Work to be completed - If a line in the data below contains "Tucana", copy it.

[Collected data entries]
▬▬▬▬▬▬

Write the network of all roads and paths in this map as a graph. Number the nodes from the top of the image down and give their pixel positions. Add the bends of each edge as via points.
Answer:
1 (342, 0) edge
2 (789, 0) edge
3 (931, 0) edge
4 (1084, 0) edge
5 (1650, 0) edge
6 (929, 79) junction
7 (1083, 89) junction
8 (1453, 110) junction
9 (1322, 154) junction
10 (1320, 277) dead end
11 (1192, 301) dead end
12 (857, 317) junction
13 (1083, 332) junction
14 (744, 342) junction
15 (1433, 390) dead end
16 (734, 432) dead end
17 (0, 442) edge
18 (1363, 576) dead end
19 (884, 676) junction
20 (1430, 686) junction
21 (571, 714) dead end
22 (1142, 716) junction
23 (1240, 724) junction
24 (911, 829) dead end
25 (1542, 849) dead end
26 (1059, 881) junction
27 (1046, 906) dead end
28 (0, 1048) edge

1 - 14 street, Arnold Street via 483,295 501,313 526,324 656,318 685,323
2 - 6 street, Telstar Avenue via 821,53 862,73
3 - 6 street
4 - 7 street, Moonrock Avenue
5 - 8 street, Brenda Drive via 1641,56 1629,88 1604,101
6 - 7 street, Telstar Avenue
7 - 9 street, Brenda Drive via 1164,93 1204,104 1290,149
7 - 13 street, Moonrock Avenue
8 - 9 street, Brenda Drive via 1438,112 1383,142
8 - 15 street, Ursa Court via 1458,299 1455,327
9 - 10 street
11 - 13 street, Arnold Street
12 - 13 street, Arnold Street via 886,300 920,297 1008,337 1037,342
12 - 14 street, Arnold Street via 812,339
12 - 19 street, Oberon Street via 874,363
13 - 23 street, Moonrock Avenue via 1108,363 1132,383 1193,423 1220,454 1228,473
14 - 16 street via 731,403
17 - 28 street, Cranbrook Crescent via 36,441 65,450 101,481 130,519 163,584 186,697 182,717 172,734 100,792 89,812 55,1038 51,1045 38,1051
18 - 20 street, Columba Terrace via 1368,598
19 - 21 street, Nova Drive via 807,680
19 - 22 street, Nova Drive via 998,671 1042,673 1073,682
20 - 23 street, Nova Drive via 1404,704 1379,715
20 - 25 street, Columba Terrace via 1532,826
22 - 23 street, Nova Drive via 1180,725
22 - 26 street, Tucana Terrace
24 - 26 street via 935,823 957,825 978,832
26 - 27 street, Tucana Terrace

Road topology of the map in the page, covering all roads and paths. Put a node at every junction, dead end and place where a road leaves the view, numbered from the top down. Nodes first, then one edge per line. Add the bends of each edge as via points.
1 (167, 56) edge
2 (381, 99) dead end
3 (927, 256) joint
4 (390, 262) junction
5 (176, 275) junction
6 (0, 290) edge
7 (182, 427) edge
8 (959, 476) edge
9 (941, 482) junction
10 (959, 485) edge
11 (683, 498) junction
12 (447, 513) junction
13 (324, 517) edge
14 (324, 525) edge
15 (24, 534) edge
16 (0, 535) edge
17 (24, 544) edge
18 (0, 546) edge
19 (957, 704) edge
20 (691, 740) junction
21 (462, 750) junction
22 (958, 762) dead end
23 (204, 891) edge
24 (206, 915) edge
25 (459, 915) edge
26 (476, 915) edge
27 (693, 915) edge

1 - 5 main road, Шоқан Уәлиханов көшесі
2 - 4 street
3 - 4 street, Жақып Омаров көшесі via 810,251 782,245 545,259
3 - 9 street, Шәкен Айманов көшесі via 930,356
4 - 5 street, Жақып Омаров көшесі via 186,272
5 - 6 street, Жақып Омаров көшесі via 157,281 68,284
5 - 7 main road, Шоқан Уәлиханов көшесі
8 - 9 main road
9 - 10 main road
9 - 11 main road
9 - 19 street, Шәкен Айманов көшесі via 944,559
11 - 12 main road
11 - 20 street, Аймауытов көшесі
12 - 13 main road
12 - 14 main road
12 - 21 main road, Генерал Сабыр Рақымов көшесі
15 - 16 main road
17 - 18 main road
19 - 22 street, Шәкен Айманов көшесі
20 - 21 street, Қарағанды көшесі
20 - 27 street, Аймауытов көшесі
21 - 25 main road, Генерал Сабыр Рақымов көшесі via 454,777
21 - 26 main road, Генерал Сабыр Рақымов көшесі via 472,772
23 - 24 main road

▬▬▬▬▬▬

Reply -
22 - 26 street, Tucana Terrace
26 - 27 street, Tucana Terrace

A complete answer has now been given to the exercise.